Her ne kadar saplarını kırmayı denersen dene,
Yağmurlu rüzgarda salınıp dur;

Sen çoktan çiçek açtın.

...

Eğer sonsuza dek kalbimde tomurcuk vereceksen
Dikenlerinden incinmem hiç de önemli değil.

...

Çünkü sen, benim çiçeğimsin.

Seventeen - Flower

~ ~ ~ ~ ~ ~ ~ ~ ~ ~

Toprağın o ham, tanıdık kokusu ciğerlerime dolmuyor, canımdan çok sevdiğim doğa, sanki bana küsmüş gibi susuyordu. Sorun neydi, Neden hiçbir çiçek konuşmuyordu, bilmiyordum. Sanki tüm dünyam durmuştu.

Rüzgarın yüzüme her çarpışında hissediyordum: Bir şeyler eksikti.

Kokuları ile sevgi kelimeleri mırıldayan tüm o tomurcuklar, iyi dileklerini sunan ağaçlar... Şimdi neredeydi?

Göğsümü açıp da kalbimi koparmışlar gibi boş hissediyordum ben ise.

O sabah, bilmesem de sonradan tahmin ettiğim üzere yine beni uyarıyordu doğa. Olabilecek tüm olası ayrılıklara...

***

Mingyu'nun evinin o cansız, ön bahçesinde; cesaretimi toplamak için aldığım derin nefesle beraber "Umarım..." Diye mırıldandım. "Umarım bugün güzel geçer." Ama pek tabii Mingyu ile geçireceğim günden de çok bir beklentim yoktu.

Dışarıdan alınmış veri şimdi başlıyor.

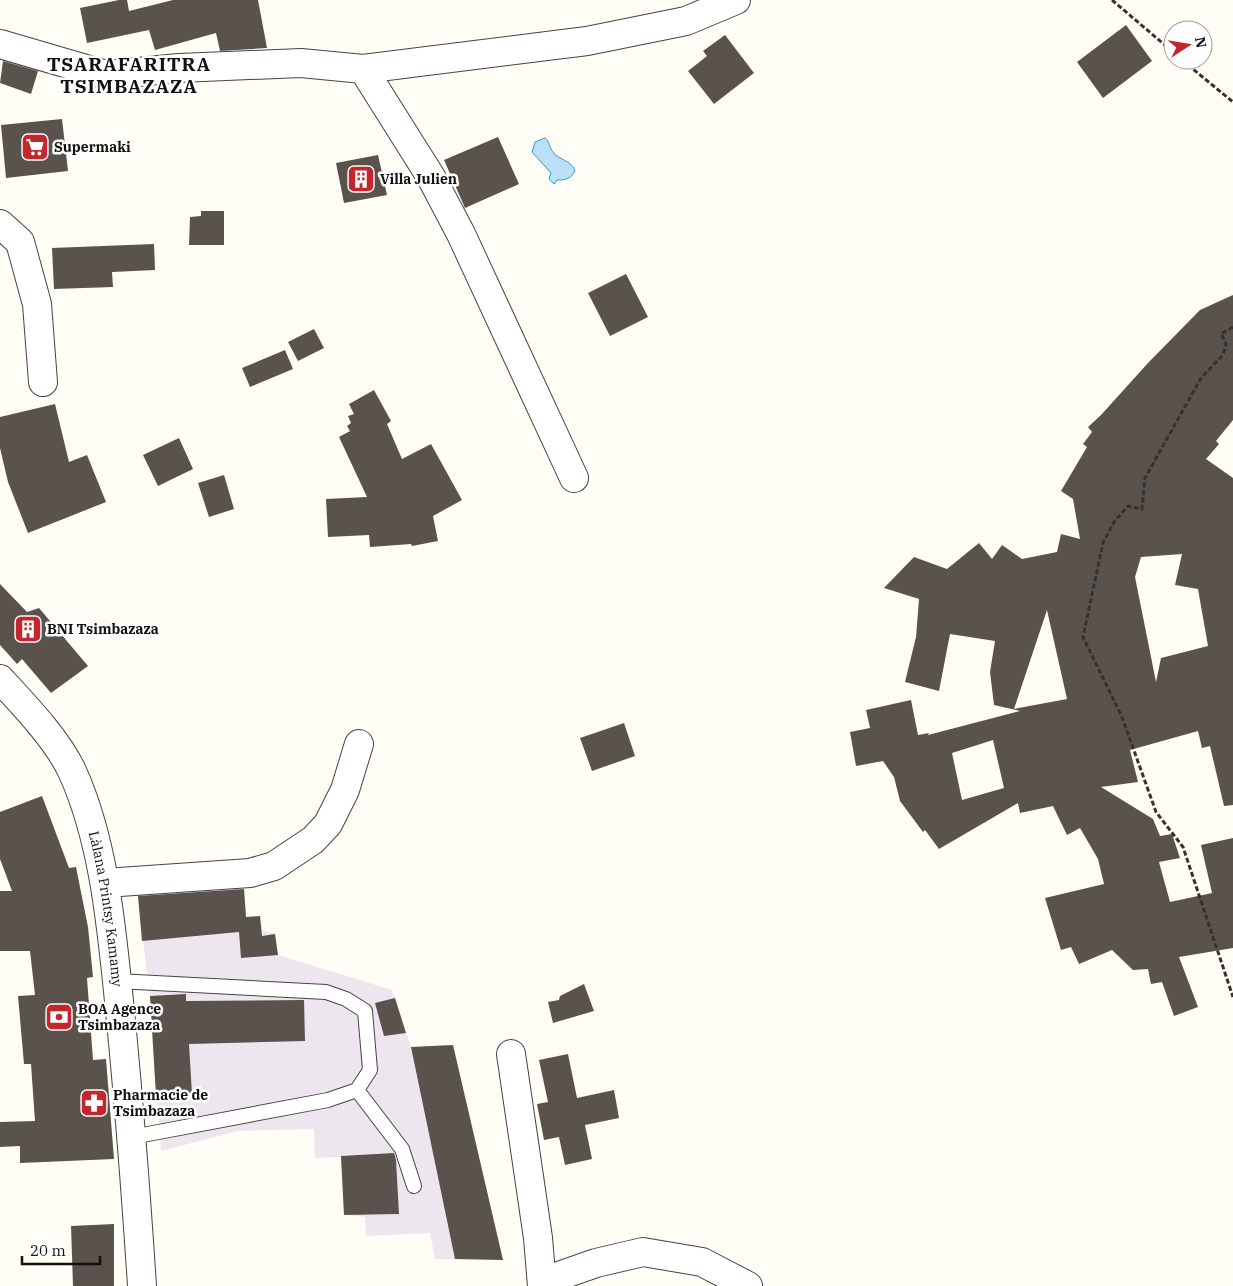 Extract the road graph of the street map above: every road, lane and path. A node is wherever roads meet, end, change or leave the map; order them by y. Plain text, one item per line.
1 (736, 0) edge
2 (1112, 0) edge
3 (1163, 43) edge
4 (0, 44) edge
5 (363, 69) junction
6 (1194, 70) edge
7 (1233, 102) edge
8 (0, 224) edge
9 (1233, 327) edge
10 (43, 382) dead end
11 (574, 478) dead end
12 (0, 679) edge
13 (359, 744) dead end
14 (105, 883) junction
15 (117, 981) junction
16 (1233, 997) edge
17 (510, 1054) dead end
18 (357, 1090) junction
19 (132, 1136) junction
20 (414, 1186) dead end
21 (542, 1284) edge
22 (142, 1286) edge
23 (748, 1286) edge

1 - 5 street
2 - 3 path
4 - 5 street
5 - 11 street
6 - 7 path
8 - 10 street
9 - 16 path
12 - 14 street, Làlana Printsy Kamamy
13 - 14 street
14 - 15 street, Làlana Printsy Kamamy
15 - 18 lane
15 - 19 street, Làlana Printsy Kamamy
17 - 21 street
18 - 19 lane
18 - 20 lane
19 - 22 street, Làlana Printsy Kamamy
21 - 23 street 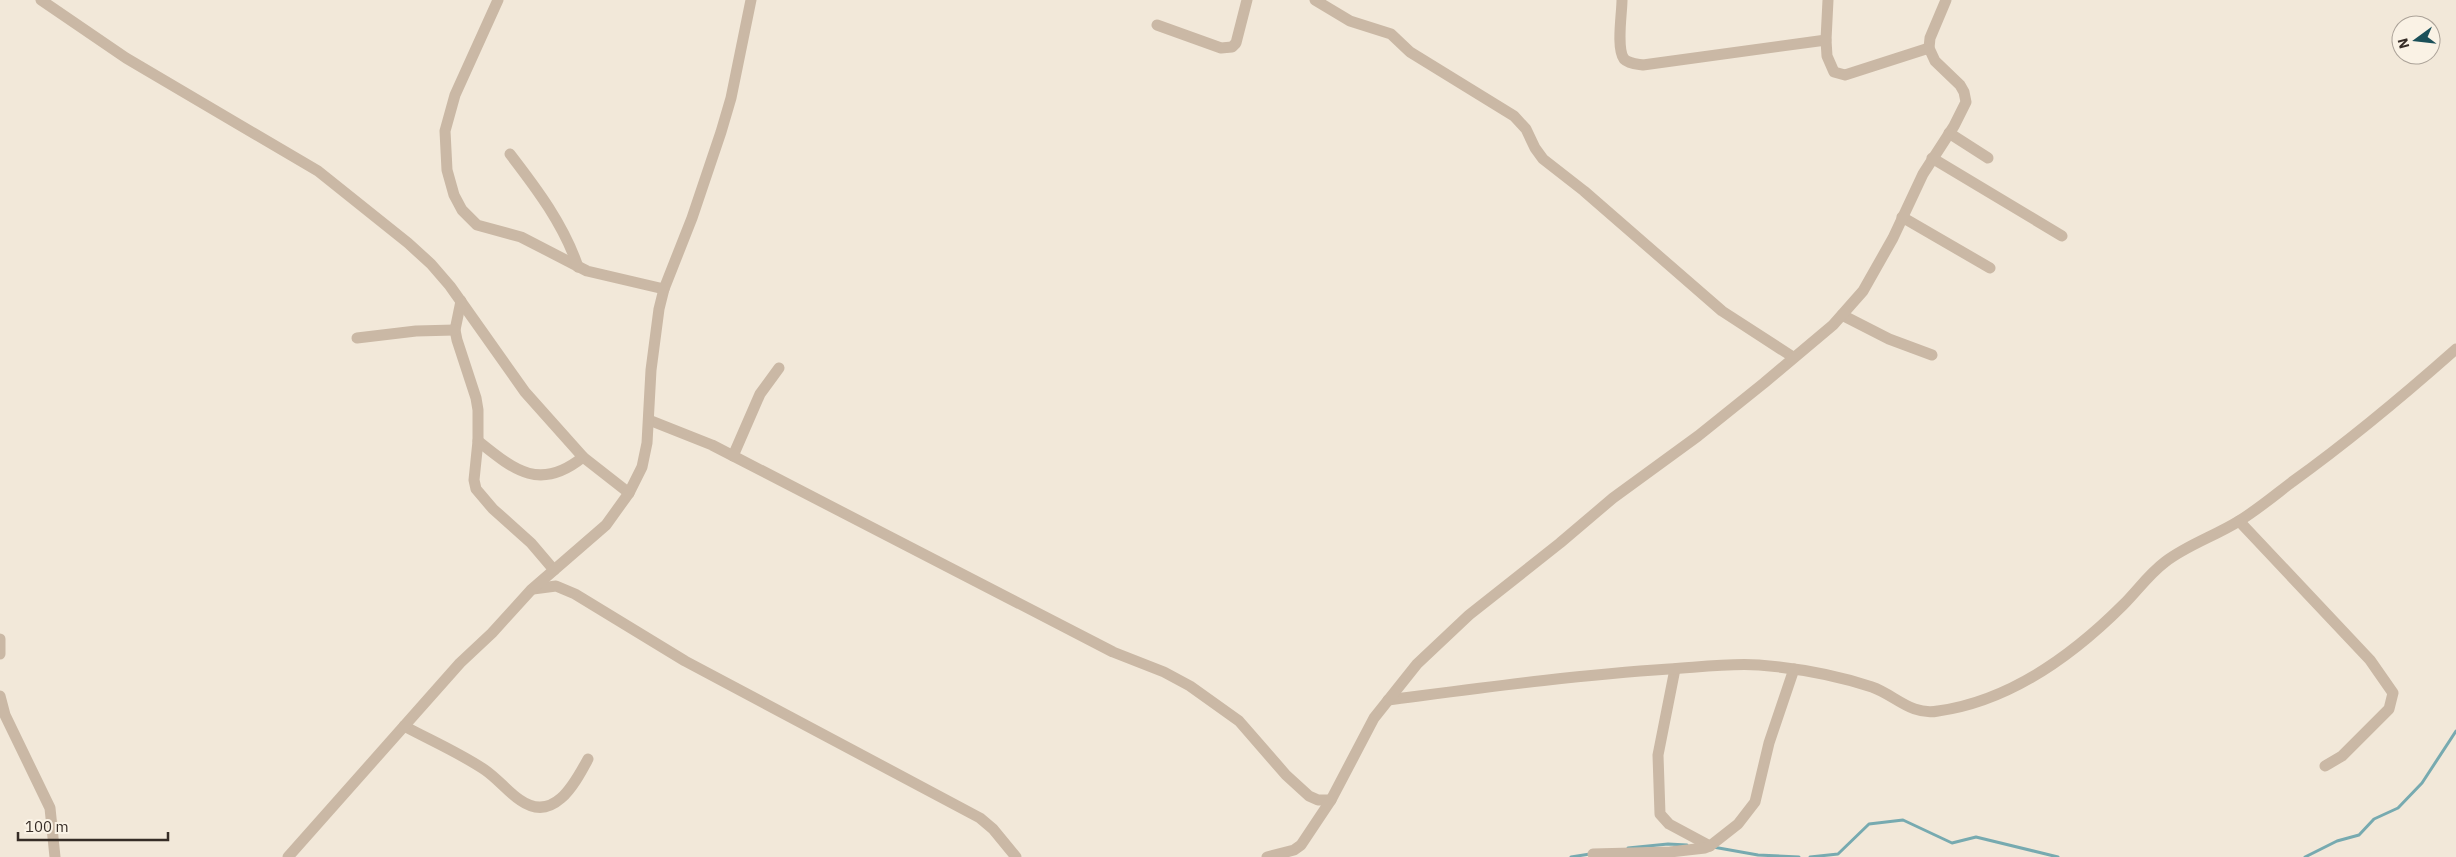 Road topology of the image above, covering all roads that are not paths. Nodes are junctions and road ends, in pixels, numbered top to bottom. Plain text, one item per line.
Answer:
1 (40, 0) edge
2 (498, 0) edge
3 (751, 0) edge
4 (1247, 0) edge
5 (1315, 0) edge
6 (1622, 0) edge
7 (1828, 0) edge
8 (1946, 0) edge
9 (1157, 25) dead end
10 (1826, 40) junction
11 (1929, 48) junction
12 (1949, 133) junction
13 (510, 154) dead end
14 (1932, 158) junction
15 (1988, 158) dead end
16 (1902, 217) junction
17 (2062, 236) dead end
18 (578, 267) junction
19 (1990, 268) dead end
20 (664, 289) junction
21 (461, 301) junction
22 (1842, 315) junction
23 (455, 330) junction
24 (356, 338) dead end
25 (2456, 349) edge
26 (1932, 355) dead end
27 (1793, 357) junction
28 (779, 368) dead end
29 (649, 420) junction
30 (478, 441) junction
31 (733, 456) junction
32 (583, 457) junction
33 (629, 493) junction
34 (2239, 521) junction
35 (554, 570) junction
36 (531, 590) junction
37 (0, 638) edge
38 (0, 654) edge
39 (1675, 669) junction
40 (1794, 669) junction
41 (0, 696) edge
42 (1388, 700) junction
43 (404, 726) junction
44 (588, 759) dead end
45 (2325, 766) dead end
46 (1331, 800) junction
47 (1709, 851) edge
48 (1593, 854) dead end
49 (55, 857) edge
50 (288, 857) edge
51 (1016, 857) edge
52 (1267, 857) edge

1 - 21 street
2 - 18 street
3 - 20 street
4 - 9 street
5 - 27 street
6 - 10 street
7 - 10 street
8 - 11 street
10 - 11 street
11 - 12 street
12 - 14 street
12 - 15 street
13 - 18 street
14 - 16 street
14 - 17 street
16 - 19 street
16 - 22 street
18 - 20 street
20 - 29 street
21 - 23 street
21 - 32 street
22 - 26 street
22 - 27 street
23 - 24 street
23 - 30 street
25 - 34 street
27 - 42 street
28 - 31 street
29 - 31 street
29 - 33 street
30 - 32 street
30 - 35 street
31 - 46 street
32 - 33 street
33 - 35 street
34 - 40 street
34 - 45 street
35 - 36 street
36 - 43 street
36 - 51 street
37 - 38 street
39 - 40 street
39 - 42 street
39 - 47 street
40 - 47 street
41 - 49 street
42 - 46 street
43 - 44 street
43 - 50 street
46 - 52 street
47 - 48 street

Mingyu, filmlerdeki aksi ihtiyar dedelere benziyordu benim gözümde. Hem sevimliydi hem de korkutucu. Ayrıca dengesizliğini de unutmayalım. Bir anlığına gökten düşmüş kanadı kırık bir melekti ama bir an sonra, sivri dişlerini gösteren bir köpek. Ve en kötüsü, hangi Mingyu'nun ne zaman karşıma çıkacağı tam bir sürprizdi.

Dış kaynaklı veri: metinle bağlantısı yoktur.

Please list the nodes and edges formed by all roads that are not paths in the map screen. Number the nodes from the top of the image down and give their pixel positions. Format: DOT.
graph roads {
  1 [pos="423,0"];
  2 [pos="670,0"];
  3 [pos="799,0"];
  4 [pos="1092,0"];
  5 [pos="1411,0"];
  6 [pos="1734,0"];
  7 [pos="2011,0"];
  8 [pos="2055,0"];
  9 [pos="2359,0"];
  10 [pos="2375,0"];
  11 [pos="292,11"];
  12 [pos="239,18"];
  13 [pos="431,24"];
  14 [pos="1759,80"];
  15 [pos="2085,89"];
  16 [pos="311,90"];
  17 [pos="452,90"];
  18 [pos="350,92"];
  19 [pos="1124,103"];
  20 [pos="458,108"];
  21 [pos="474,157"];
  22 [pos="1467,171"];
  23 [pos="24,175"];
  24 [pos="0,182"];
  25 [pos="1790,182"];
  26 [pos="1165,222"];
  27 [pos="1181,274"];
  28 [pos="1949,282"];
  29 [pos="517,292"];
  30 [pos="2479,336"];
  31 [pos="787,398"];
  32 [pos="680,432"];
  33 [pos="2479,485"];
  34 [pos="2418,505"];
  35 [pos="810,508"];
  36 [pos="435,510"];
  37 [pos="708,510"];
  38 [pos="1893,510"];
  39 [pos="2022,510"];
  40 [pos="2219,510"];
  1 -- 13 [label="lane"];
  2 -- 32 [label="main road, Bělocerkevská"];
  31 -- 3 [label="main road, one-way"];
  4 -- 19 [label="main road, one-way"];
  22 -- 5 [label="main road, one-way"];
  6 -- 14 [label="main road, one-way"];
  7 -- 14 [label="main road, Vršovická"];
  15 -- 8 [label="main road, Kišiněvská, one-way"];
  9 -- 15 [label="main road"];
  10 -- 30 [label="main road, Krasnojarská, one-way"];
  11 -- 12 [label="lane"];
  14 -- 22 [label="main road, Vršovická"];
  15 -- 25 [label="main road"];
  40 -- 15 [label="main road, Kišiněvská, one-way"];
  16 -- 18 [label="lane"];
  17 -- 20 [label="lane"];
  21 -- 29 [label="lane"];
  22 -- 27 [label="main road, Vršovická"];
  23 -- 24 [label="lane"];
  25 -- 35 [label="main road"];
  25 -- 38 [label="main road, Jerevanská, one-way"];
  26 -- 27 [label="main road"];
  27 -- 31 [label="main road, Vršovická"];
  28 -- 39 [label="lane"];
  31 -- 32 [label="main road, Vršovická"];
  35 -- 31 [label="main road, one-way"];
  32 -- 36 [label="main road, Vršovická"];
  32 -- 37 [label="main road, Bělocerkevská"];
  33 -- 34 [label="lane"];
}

Kapıyı çalmam ile gördüğüm ilk manzaranın, bana sert bir bakış armağan eden Seungcheol olduğunu da hesaba katarsak bugünkü sürpriz de pek hoş sayılmazdı. Mingyu yine sol tarafından kalkmış olmalıydı.

"Hoş geldin..."

Seungcheol, salona geçip gözden kaybolmadan hemen önce dilinin ucuyla mırıldanmıştı. Dağınık saçları ve rahat görünen kıyafetleri yataktan yeni kalktığını bağırıyordu. Seungcheol'u bu şekilde görmek yazılı olmayan bir suç işlemek gibi hissettiriyordu bana. Belki de bu nedenle olacak görgü kurallarına kalırsa ev sahibinin hemen arkasından salona geçmem gerekirken ben dış kapının önünde, başım yere eğik öylece kalakalmıştım, tabii Mingyu merdivenlerin başında görünene dek.

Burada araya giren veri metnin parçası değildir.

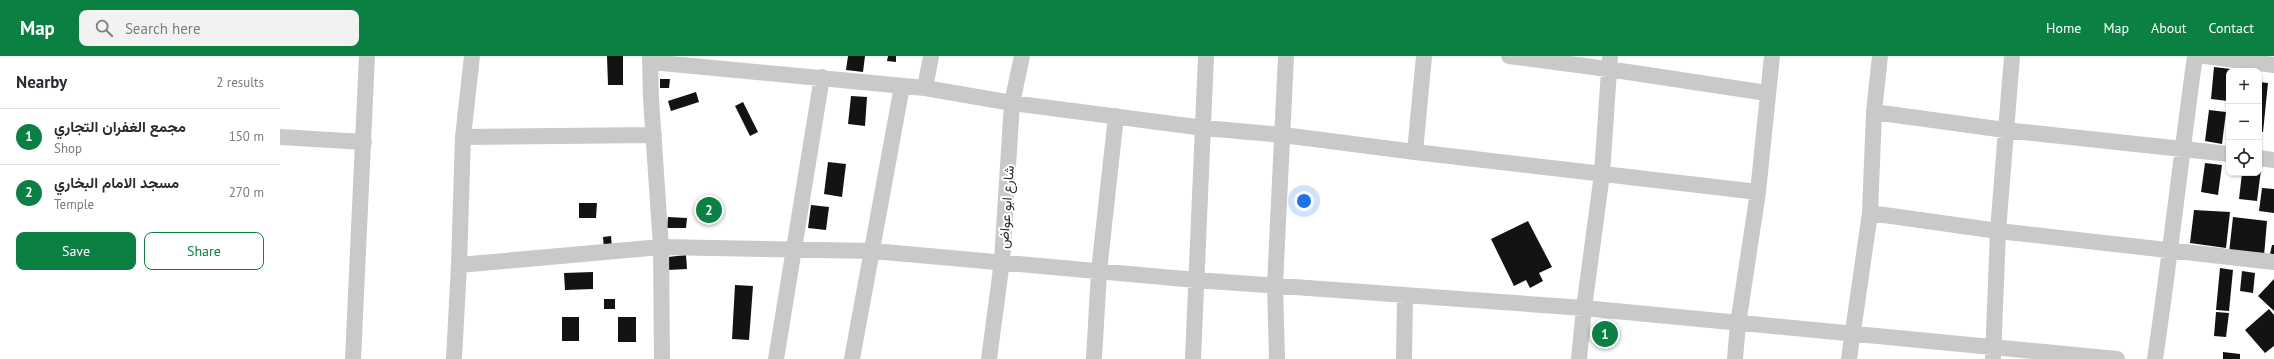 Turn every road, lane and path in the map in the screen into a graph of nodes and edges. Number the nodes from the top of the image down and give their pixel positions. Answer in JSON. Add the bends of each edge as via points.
{"nodes":[{"id":1,"x":367,"y":56,"type":"edge"},
{"id":2,"x":472,"y":56,"type":"edge"},
{"id":3,"x":931,"y":56,"type":"edge"},
{"id":4,"x":1022,"y":56,"type":"edge"},
{"id":5,"x":1206,"y":56,"type":"edge"},
{"id":6,"x":1286,"y":56,"type":"edge"},
{"id":7,"x":1424,"y":56,"type":"edge"},
{"id":8,"x":1509,"y":56,"type":"edge"},
{"id":9,"x":1772,"y":56,"type":"edge"},
{"id":10,"x":1880,"y":56,"type":"edge"},
{"id":11,"x":2012,"y":56,"type":"edge"},
{"id":12,"x":2195,"y":56,"type":"edge"},
{"id":13,"x":2205,"y":56,"type":"edge"},
{"id":14,"x":651,"y":59,"type":"edge"},
{"id":15,"x":1609,"y":62,"type":"edge"},
{"id":16,"x":2274,"y":65,"type":"edge"},
{"id":17,"x":822,"y":77,"type":"junction"},
{"id":18,"x":902,"y":86,"type":"junction"},
{"id":19,"x":925,"y":88,"type":"junction"},
{"id":20,"x":1767,"y":93,"type":"junction"},
{"id":21,"x":1012,"y":103,"type":"junction"},
{"id":22,"x":1874,"y":112,"type":"junction"},
{"id":23,"x":1116,"y":116,"type":"junction"},
{"id":24,"x":1204,"y":128,"type":"junction"},
{"id":25,"x":2005,"y":130,"type":"junction"},
{"id":26,"x":654,"y":135,"type":"junction"},
{"id":27,"x":1283,"y":135,"type":"junction"},
{"id":28,"x":280,"y":137,"type":"edge"},
{"id":29,"x":463,"y":137,"type":"junction"},
{"id":30,"x":364,"y":142,"type":"junction"},
{"id":31,"x":2182,"y":149,"type":"junction"},
{"id":32,"x":1415,"y":152,"type":"junction"},
{"id":33,"x":2226,"y":154,"type":"edge"},
{"id":34,"x":2262,"y":158,"type":"edge"},
{"id":35,"x":2274,"y":160,"type":"edge"},
{"id":36,"x":1602,"y":174,"type":"junction"},
{"id":37,"x":1758,"y":192,"type":"junction"},
{"id":38,"x":1870,"y":213,"type":"junction"},
{"id":39,"x":1998,"y":231,"type":"junction"},
{"id":40,"x":661,"y":247,"type":"junction"},
{"id":41,"x":793,"y":249,"type":"junction"},
{"id":42,"x":873,"y":251,"type":"junction"},
{"id":43,"x":2171,"y":252,"type":"junction"},
{"id":44,"x":1002,"y":261,"type":"junction"},
{"id":45,"x":2274,"y":262,"type":"edge"},
{"id":46,"x":459,"y":265,"type":"junction"},
{"id":47,"x":1099,"y":271,"type":"junction"},
{"id":48,"x":1196,"y":280,"type":"junction"},
{"id":49,"x":1275,"y":285,"type":"junction"},
{"id":50,"x":1405,"y":296,"type":"junction"},
{"id":51,"x":1584,"y":308,"type":"junction"},
{"id":52,"x":1738,"y":324,"type":"junction"},
{"id":53,"x":1851,"y":333,"type":"junction"},
{"id":54,"x":1993,"y":354,"type":"edge"},
{"id":55,"x":353,"y":359,"type":"edge"},
{"id":56,"x":454,"y":359,"type":"edge"},
{"id":57,"x":662,"y":359,"type":"edge"},
{"id":58,"x":776,"y":359,"type":"edge"},
{"id":59,"x":852,"y":359,"type":"edge"},
{"id":60,"x":989,"y":359,"type":"edge"},
{"id":61,"x":1094,"y":359,"type":"edge"},
{"id":62,"x":1193,"y":359,"type":"edge"},
{"id":63,"x":1277,"y":359,"type":"edge"},
{"id":64,"x":1404,"y":359,"type":"edge"},
{"id":65,"x":1579,"y":359,"type":"edge"},
{"id":66,"x":1735,"y":359,"type":"edge"},
{"id":67,"x":1849,"y":359,"type":"edge"},
{"id":68,"x":2117,"y":359,"type":"edge"},
{"id":69,"x":2154,"y":359,"type":"edge"}],
"edges":[{"from":1,"to":30,"type":"street"},
{"from":2,"to":29,"type":"street"},
{"from":3,"to":19,"type":"street"},
{"from":4,"to":21,"type":"street","name":"شارع ابو عواض"},
{"from":5,"to":24,"type":"street"},
{"from":6,"to":27,"type":"street"},
{"from":7,"to":32,"type":"street"},
{"from":8,"to":15,"type":"street"},
{"from":9,"to":20,"type":"street"},
{"from":10,"to":22,"type":"street"},
{"from":11,"to":25,"type":"street"},
{"from":12,"to":31,"type":"street"},
{"from":13,"to":16,"type":"street"},
{"from":14,"to":17,"type":"street"},
{"from":14,"to":26,"type":"street"},
{"from":15,"to":20,"type":"street"},
{"from":15,"to":36,"type":"street"},
{"from":17,"to":18,"type":"street"},
{"from":17,"to":41,"type":"street"},
{"from":18,"to":19,"type":"street"},
{"from":18,"to":42,"type":"street"},
{"from":19,"to":21,"type":"street"},
{"from":20,"to":37,"type":"street"},
{"from":21,"to":23,"type":"street"},
{"from":21,"to":44,"type":"street","name":"شارع ابو عواض"},
{"from":22,"to":25,"type":"street"},
{"from":22,"to":38,"type":"street"},
{"from":23,"to":24,"type":"street"},
{"from":23,"to":47,"type":"street"},
{"from":24,"to":27,"type":"street"},
{"from":24,"to":48,"type":"street"},
{"from":25,"to":31,"type":"street"},
{"from":25,"to":39,"type":"street"},
{"from":26,"to":29,"type":"street"},
{"from":26,"to":40,"type":"street"},
{"from":27,"to":32,"type":"street"},
{"from":27,"to":49,"type":"street"},
{"from":28,"to":30,"type":"street"},
{"from":29,"to":46,"type":"street"},
{"from":30,"to":55,"type":"street"},
{"from":31,"to":33,"type":"street"},
{"from":31,"to":43,"type":"street"},
{"from":32,"to":36,"type":"street"},
{"from":34,"to":35,"type":"street"},
{"from":36,"to":37,"type":"street"},
{"from":36,"to":51,"type":"street"},
{"from":37,"to":52,"type":"street"},
{"from":38,"to":39,"type":"street"},
{"from":38,"to":53,"type":"street"},
{"from":39,"to":43,"type":"street"},
{"from":39,"to":54,"type":"street"},
{"from":40,"to":41,"type":"street"},
{"from":40,"to":46,"type":"street"},
{"from":40,"to":57,"type":"street"},
{"from":41,"to":42,"type":"street"},
{"from":41,"to":58,"type":"street"},
{"from":42,"to":44,"type":"street"},
{"from":42,"to":59,"type":"street"},
{"from":43,"to":45,"type":"street"},
{"from":43,"to":69,"type":"street"},
{"from":44,"to":47,"type":"street"},
{"from":44,"to":60,"type":"street","name":"شارع ابو عواض"},
{"from":46,"to":56,"type":"street"},
{"from":47,"to":48,"type":"street"},
{"from":47,"to":61,"type":"street"},
{"from":48,"to":49,"type":"street"},
{"from":48,"to":62,"type":"street"},
{"from":49,"to":50,"type":"street"},
{"from":49,"to":63,"type":"street"},
{"from":50,"to":51,"type":"street"},
{"from":50,"to":64,"type":"street"},
{"from":51,"to":52,"type":"street"},
{"from":51,"to":65,"type":"street"},
{"from":52,"to":53,"type":"street"},
{"from":52,"to":66,"type":"street"},
{"from":53,"to":54,"type":"street"},
{"from":53,"to":67,"type":"street"},
{"from":54,"to":68,"type":"street"}]}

"Ahh, Minghao... Tabii ya..."

Merdivenin kenarlarından tutunup hızla yanıma indi. Onu en son gördüğüm zamana göre baya toparlanmıştı ancak yüzü yakın zamanda verdiği büyük mücadelenin izlerini hala taşıyordu. Ama değişen bir şey vardı ki Mingyu, merdivenlerden inip tam karşımda durduğunda ve gözleri gözlerime, sanki ruhuma kadar incelermiş gibi derin baktığında fark etmiştim.